* [PROBLEM DETAILS]:
From the entries below, copy each line in which the word "nodes" occurs.

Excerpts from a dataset

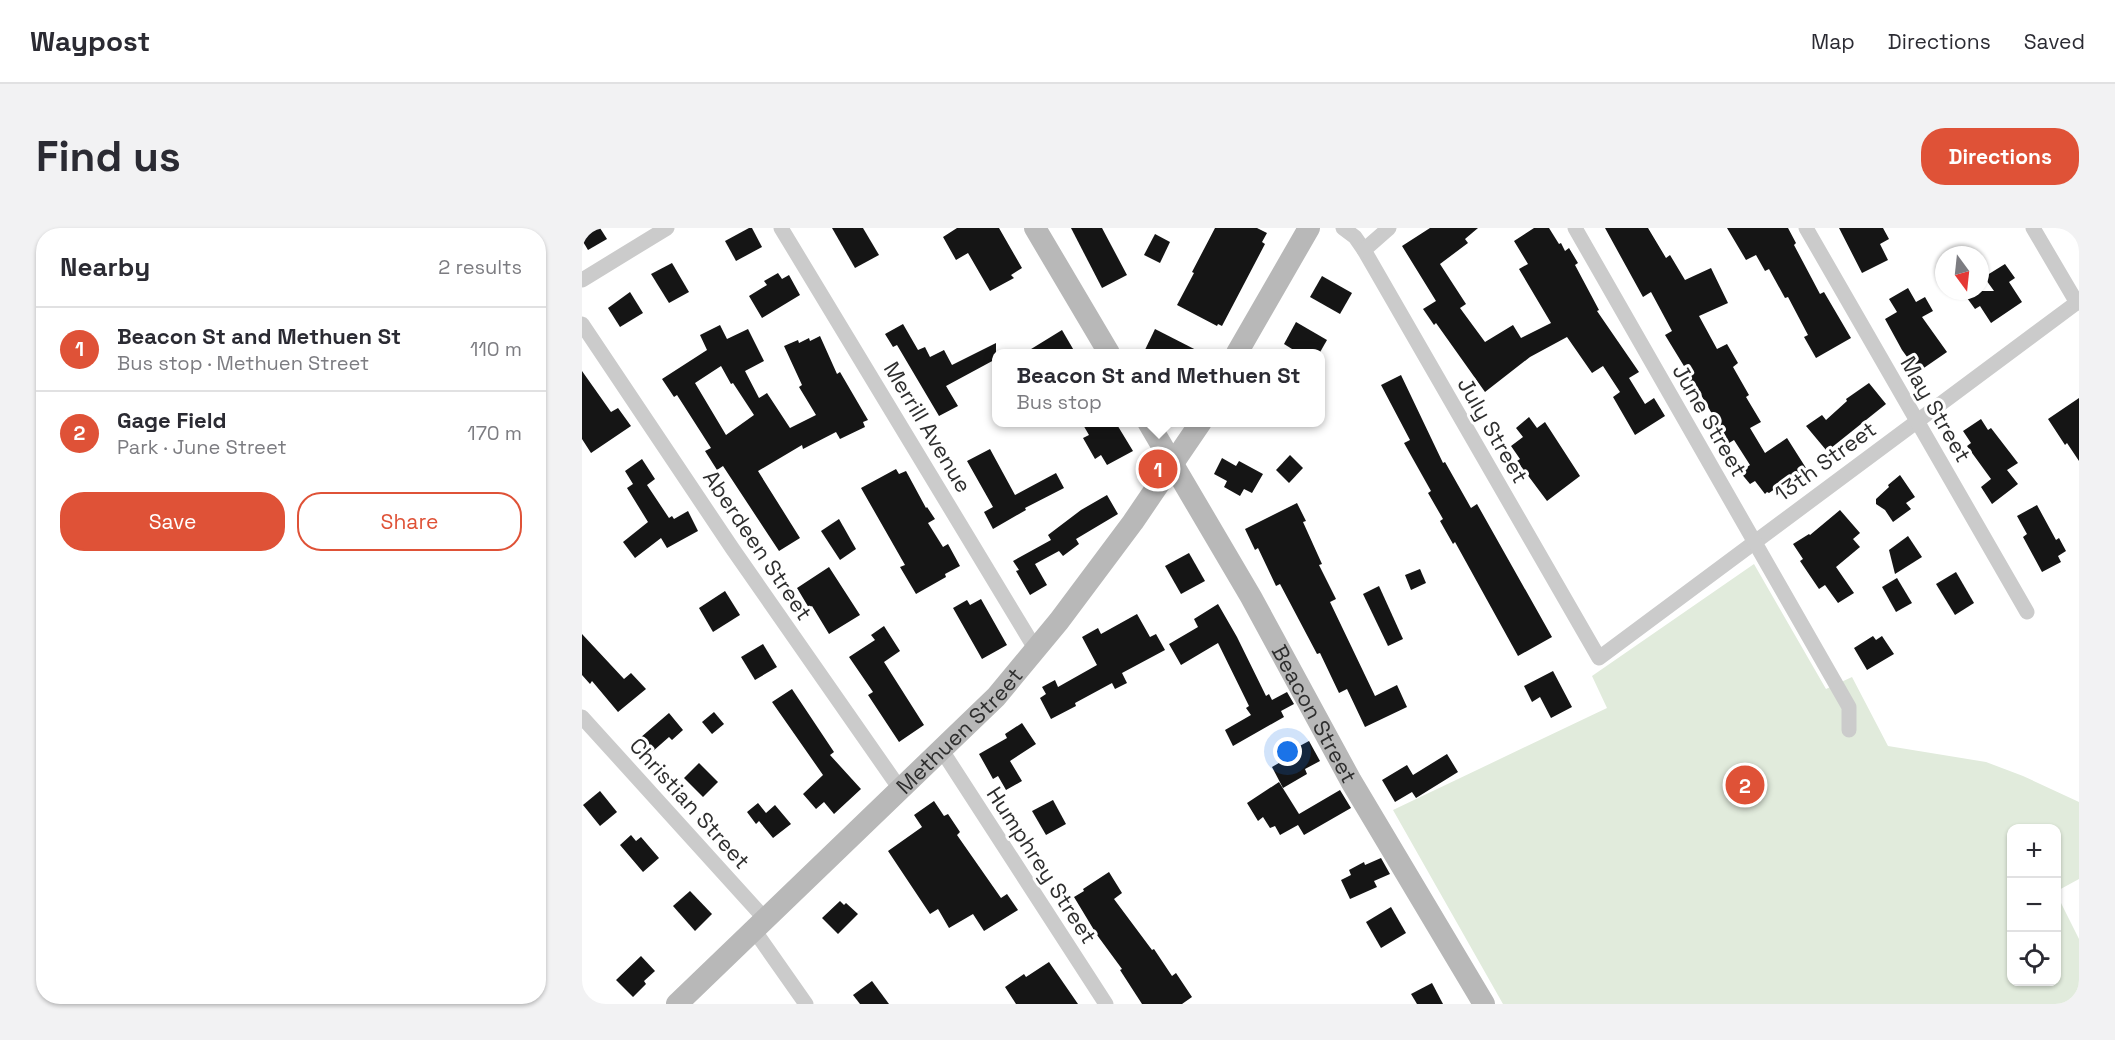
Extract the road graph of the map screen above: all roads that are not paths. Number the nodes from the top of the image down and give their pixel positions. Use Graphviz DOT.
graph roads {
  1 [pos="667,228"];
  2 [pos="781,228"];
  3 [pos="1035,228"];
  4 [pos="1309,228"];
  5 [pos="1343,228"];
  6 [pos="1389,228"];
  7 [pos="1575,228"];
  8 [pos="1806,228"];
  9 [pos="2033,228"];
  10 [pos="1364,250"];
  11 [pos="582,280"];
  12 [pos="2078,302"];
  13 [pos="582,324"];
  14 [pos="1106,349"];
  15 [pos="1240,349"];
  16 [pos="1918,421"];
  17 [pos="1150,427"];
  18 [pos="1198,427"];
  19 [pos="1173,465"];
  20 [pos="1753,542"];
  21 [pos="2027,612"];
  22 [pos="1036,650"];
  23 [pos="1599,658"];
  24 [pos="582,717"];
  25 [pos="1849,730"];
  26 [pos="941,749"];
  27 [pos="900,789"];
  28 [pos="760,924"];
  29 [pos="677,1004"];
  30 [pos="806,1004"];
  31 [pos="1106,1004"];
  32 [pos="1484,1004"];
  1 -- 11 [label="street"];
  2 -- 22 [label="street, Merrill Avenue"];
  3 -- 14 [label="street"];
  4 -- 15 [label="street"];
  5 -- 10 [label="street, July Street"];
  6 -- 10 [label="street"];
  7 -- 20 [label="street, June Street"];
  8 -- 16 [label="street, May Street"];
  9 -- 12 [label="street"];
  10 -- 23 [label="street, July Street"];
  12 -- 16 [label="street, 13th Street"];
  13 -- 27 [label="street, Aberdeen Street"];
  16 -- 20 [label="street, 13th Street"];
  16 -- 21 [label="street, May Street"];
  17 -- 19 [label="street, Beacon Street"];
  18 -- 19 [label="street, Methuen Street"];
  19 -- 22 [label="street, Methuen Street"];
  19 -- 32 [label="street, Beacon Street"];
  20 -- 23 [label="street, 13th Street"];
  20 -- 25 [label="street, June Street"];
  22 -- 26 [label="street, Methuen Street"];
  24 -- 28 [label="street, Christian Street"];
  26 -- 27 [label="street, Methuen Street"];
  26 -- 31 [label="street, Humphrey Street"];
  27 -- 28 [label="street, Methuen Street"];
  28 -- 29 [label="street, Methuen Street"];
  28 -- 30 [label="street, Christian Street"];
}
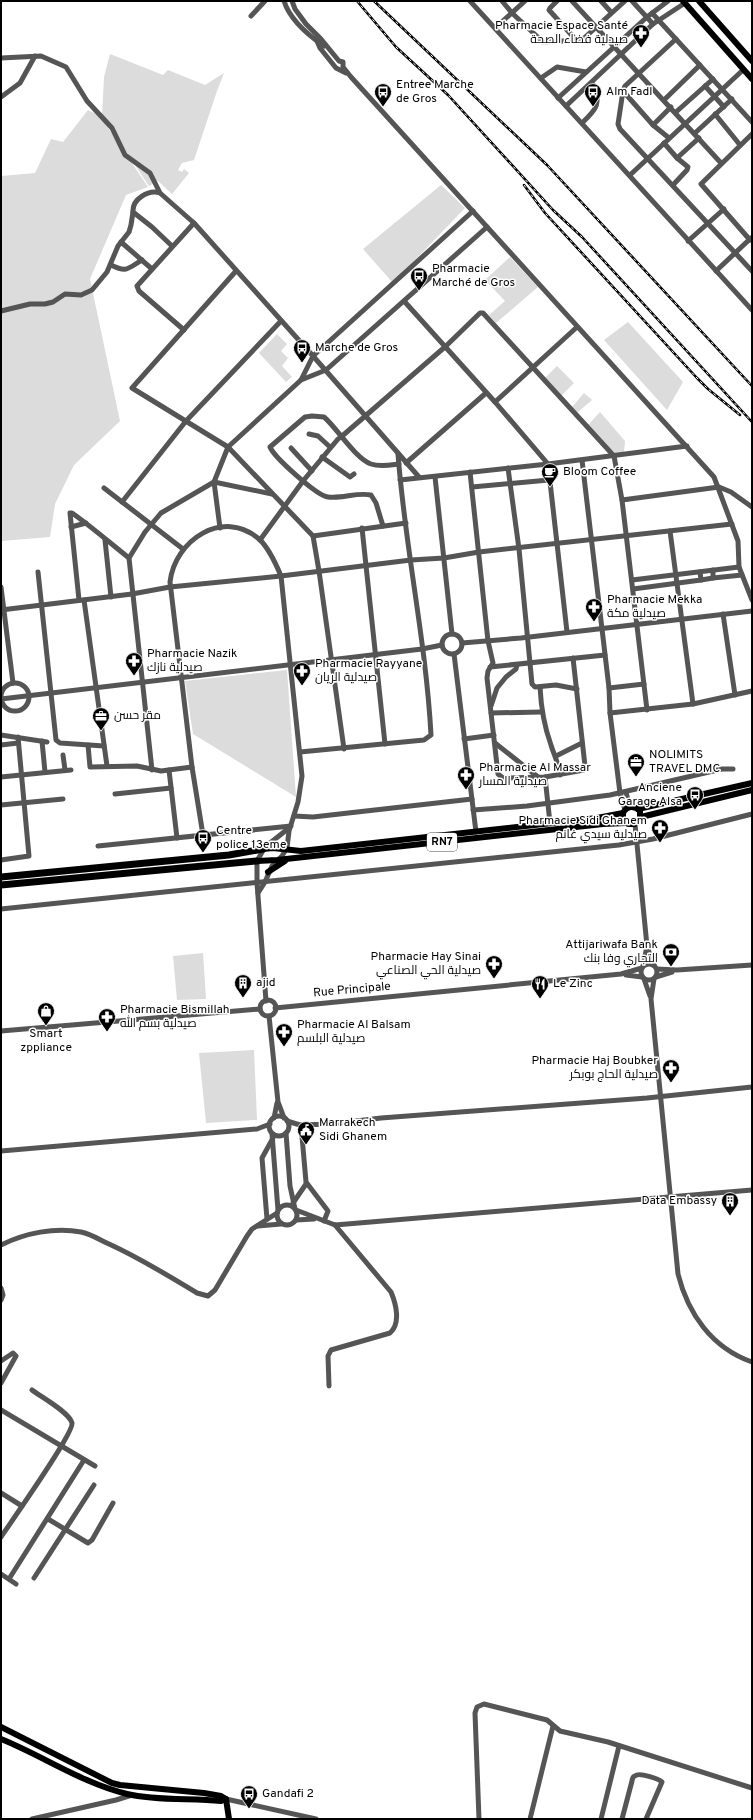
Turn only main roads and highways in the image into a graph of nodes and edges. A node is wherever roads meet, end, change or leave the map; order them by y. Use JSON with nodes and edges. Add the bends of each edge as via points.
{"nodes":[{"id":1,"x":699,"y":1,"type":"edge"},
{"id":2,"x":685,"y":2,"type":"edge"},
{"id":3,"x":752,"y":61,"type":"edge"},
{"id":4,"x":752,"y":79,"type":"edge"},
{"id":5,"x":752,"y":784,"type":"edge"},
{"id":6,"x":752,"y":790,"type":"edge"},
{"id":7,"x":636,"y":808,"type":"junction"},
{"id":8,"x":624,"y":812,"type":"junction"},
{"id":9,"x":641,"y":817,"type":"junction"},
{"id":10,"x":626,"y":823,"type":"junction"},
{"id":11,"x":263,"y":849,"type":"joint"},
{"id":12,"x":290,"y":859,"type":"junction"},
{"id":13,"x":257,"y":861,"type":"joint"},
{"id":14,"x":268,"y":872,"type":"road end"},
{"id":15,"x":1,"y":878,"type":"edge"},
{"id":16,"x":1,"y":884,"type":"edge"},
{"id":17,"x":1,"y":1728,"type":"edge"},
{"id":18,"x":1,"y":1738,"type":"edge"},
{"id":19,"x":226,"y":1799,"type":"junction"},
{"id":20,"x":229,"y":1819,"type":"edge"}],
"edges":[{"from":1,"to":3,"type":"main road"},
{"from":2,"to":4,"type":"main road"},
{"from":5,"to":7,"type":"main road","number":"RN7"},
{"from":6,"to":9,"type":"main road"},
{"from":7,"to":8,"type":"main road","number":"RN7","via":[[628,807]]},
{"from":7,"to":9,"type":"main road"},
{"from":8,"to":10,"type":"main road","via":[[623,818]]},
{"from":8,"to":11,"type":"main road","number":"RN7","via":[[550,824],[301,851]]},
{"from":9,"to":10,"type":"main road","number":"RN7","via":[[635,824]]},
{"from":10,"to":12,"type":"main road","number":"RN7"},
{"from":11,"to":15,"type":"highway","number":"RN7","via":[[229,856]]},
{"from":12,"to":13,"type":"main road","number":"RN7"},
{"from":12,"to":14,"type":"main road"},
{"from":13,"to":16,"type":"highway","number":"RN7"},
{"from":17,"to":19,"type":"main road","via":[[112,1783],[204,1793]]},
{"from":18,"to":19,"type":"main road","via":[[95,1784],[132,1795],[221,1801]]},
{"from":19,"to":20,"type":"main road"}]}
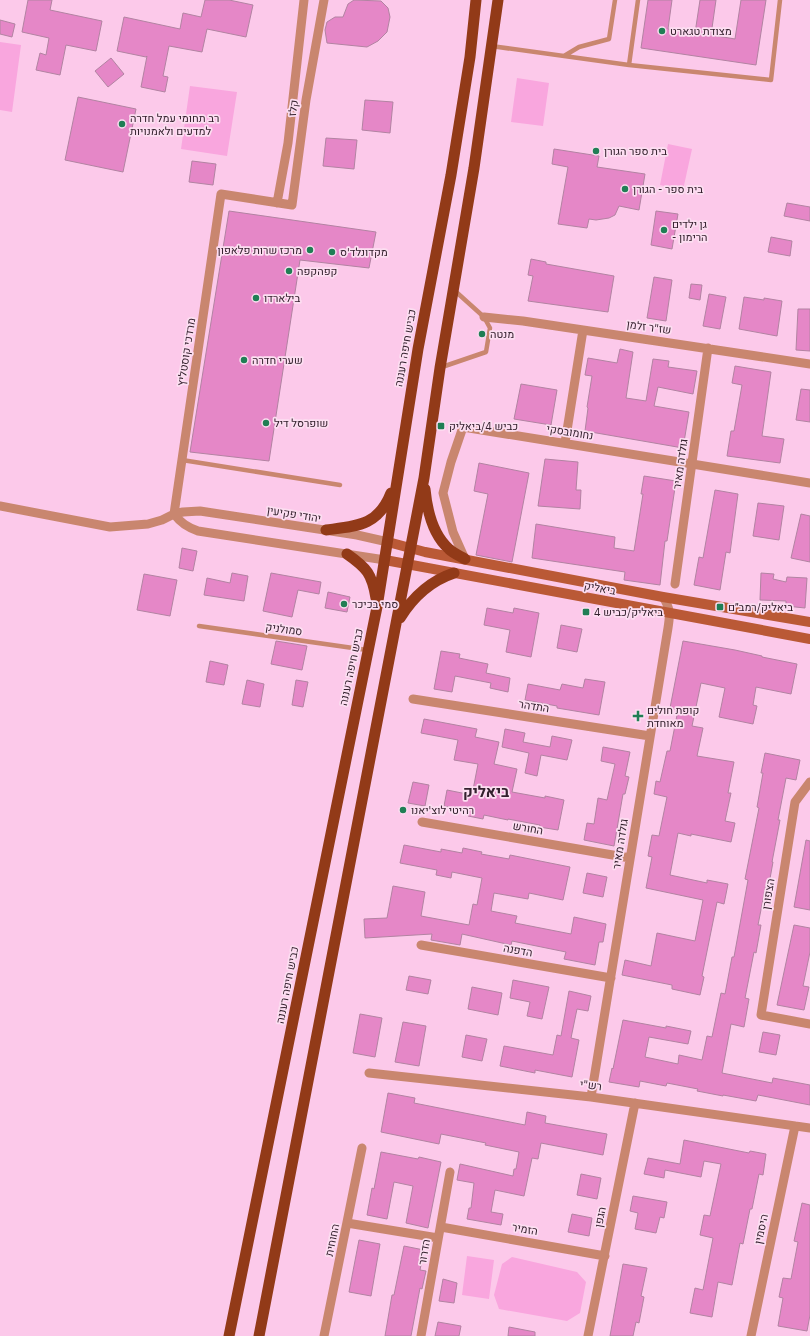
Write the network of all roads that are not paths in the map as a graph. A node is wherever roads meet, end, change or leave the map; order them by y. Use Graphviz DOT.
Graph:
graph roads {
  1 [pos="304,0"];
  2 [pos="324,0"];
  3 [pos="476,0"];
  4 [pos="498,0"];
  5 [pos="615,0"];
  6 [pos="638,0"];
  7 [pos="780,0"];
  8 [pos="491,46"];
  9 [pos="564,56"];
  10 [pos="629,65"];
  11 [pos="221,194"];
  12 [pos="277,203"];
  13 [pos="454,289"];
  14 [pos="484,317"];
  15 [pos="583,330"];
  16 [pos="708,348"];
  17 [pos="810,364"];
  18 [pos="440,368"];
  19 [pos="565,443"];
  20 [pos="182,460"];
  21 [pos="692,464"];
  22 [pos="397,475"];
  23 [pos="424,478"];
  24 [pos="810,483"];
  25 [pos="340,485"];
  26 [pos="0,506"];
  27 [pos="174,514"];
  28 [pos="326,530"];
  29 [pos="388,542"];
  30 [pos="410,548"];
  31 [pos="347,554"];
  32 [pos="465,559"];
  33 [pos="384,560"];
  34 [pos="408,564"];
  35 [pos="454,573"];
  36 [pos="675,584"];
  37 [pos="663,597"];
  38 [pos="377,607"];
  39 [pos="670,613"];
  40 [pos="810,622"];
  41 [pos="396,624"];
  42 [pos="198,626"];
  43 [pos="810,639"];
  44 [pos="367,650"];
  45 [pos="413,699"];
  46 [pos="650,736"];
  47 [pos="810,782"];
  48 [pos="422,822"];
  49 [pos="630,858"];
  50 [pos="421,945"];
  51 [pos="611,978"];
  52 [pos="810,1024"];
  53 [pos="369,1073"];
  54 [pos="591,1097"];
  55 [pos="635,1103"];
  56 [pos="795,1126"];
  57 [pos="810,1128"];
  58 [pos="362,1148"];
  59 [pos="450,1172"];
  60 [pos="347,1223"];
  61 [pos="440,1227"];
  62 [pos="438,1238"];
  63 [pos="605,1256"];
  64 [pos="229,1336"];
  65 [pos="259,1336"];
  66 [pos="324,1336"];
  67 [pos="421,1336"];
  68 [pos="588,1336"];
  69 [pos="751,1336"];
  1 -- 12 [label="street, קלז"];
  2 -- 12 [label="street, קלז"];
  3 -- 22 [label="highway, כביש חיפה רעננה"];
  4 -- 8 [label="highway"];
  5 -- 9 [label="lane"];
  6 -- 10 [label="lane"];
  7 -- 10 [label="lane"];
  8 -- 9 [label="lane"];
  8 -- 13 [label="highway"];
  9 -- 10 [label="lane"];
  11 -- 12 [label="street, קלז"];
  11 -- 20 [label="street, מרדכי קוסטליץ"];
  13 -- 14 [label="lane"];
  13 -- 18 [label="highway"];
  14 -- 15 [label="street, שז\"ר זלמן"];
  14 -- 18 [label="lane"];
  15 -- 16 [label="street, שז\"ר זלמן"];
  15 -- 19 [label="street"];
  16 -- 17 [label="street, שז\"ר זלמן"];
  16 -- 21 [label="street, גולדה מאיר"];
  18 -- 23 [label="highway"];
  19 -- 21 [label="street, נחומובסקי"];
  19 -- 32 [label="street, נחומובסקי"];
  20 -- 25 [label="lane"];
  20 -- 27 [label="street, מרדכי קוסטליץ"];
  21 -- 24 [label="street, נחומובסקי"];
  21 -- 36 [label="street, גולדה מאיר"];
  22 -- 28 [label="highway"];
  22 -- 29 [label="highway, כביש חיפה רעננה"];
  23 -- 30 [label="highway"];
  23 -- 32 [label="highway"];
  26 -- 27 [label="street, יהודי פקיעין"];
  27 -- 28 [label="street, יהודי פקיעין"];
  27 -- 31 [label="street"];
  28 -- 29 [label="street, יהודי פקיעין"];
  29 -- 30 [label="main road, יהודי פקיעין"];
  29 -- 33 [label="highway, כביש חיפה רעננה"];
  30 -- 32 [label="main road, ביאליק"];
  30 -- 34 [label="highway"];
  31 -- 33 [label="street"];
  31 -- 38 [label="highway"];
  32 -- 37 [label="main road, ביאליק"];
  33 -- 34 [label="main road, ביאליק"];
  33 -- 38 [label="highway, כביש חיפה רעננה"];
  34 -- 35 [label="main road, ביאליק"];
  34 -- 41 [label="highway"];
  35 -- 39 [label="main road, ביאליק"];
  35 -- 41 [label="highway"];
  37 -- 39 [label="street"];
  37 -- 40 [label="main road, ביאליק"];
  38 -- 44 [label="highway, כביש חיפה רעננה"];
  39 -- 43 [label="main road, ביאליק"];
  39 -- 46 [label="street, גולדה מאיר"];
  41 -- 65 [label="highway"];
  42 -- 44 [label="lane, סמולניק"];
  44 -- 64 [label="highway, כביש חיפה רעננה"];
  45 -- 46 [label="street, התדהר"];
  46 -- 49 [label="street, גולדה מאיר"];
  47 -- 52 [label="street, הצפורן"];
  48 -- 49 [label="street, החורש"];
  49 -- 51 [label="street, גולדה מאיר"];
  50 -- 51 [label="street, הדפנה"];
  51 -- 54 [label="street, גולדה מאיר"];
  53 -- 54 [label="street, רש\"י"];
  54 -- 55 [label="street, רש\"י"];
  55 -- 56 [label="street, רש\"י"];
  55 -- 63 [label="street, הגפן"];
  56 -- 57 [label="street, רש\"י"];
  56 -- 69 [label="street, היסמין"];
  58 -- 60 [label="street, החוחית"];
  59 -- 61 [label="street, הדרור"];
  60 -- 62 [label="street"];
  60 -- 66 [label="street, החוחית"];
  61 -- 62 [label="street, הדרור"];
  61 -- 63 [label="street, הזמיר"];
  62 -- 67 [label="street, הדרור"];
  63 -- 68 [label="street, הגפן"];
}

* [PROBLEM SOLUTION]:
Extract the road graph of the map screen above: all roads that are not paths. Number the nodes from the top of the image down and give their pixel positions. Use Graphviz DOT.
Turn only main roads and highways in the image into a graph of nodes and edges. A node is wherever roads meet, end, change or leave the map; order them by y. Use JSON with nodes and edges. Add the bends of each edge as via points.
{"nodes":[{"id":1,"x":699,"y":1,"type":"edge"},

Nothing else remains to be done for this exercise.